El coro de voces a favor de nacionalizar los bancos estadounidenses en dificultades está creciendo cada vez más y el respaldo a esta idea proviene de extrañas fuentes.
Alan Greenspan ha dicho que según él “una vez cada cien años” el gobierno necesita asumir el control de los bancos y ahora es ese momento. El senador Lindsey Graham, republicano de Carolina del Sur, ha pedido hacer lo que funcione y “ si la nacionalización es lo que funciona, entonces deberíamos hacer eso”. Este es el tipo de pragmatismo que conduce al socialismo.
Hay mucha imprecisión en toda la discusión acerca de la nacionalización de los bancos. El gobierno, a través de la Corporación Federal de Seguros de Depósitos (FDIC, por su sigla en inglés), temporalmente asume el control de los bancos insolventes cuando los cierra. Cuando puede, la FDIC vende el banco quebrado a otra institución. A veces el comprador no quiere alguno o ninguno de los activos del banco quebrado. La FDIC debe optar por pagar al comprador para que acepte esos activos (subsidiando pérdidas esperadas) o tomar control de esos activos. En un número limitado de casos, no hay comprador para un banco fallido. IndyMac Bank es un notable ejemplo reciente. Desde hace un año ha sido operado como una institución propiedad de la FDIC (IndyMac Federal Bank) con el objetivo de encontrar un comprador privado.
Ciertamente, en el mencionado caso, una agencia gubernamental ha tomado el control de un banco. El gobierno federal, a través de la FDIC, puede decirse que nacionaliza de vez en cuando bancos fracasados. No hay nada nuevo acerca de esa política y ciertamente ha ocurrido más de una vez cada de cien años.
Hay algunos comentaristas con una agenda ideológica que quieren utilizar la presente crisis para nacionalizar el sistema financiero entero. Es decir, una nacionalización al estilo de aquella de un déspota latinoamericano.

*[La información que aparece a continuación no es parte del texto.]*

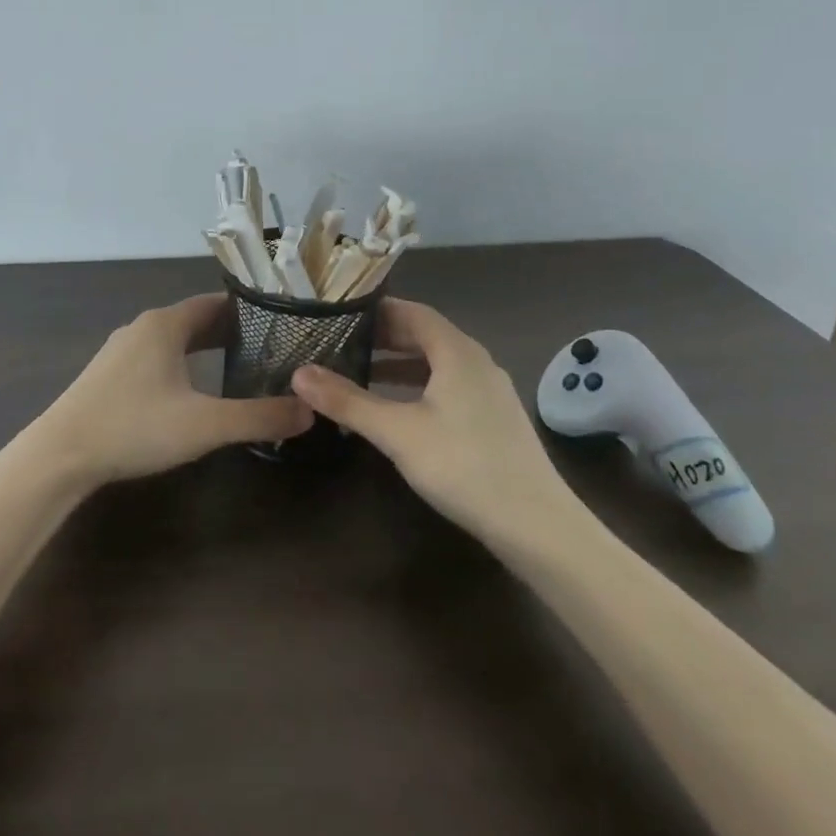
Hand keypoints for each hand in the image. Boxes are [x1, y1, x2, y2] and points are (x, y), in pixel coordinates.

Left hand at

No es presumiblemente lo que la mayoría de los defensores de la nacionalización de la banca tienen en mente y ciertamente no es lo que el Sr. Greenspan o el Sr. Graham están proponiedo. Los dos defienden la nacionalización temporal de un número limitado de instituciones, hasta que puedan ser reestructuradas y puestas nuevamente en manos privadas.
La verdadera cuestión es qué hacer con un subconjunto de las instituciones financieras más grandes, los mastodontes basados en Nueva York y otros centros financieros que se teme que caigan en insolvencia (algunos piensan que de hecho ya son insolventes). La promesa del Secretario del Tesoro Timothy Geithner de hacer una “prueba de tensión” entre los mayores bancos ha alimentado coro a favor de la nacionalización. ¿Qué ocurriría si los bancos principales no pasan la prueba?
No hay buenas opciones y seguramente nada parecido a una solución de libre mercado. El gobierno ha puesto al contribuyente en una situación difícil de varias maneras. Primero, está el seguro de depósitos. Segundo, se han concedido garantías a ciertos acreedores. Tercero, y más cuestionable aún, el Tesoro ha invertido los fondos de los contribuyentes en acciones preferidas de ciertas instituciones. Cuarto, ha prestado fondos en muchos de los activos riesgosos de estos bancos. La hoja de balance de la Fed debería ser consolidada con la del Tesoro en cualquier cálculo de costo-beneficio de estrategias de resolución alternativas.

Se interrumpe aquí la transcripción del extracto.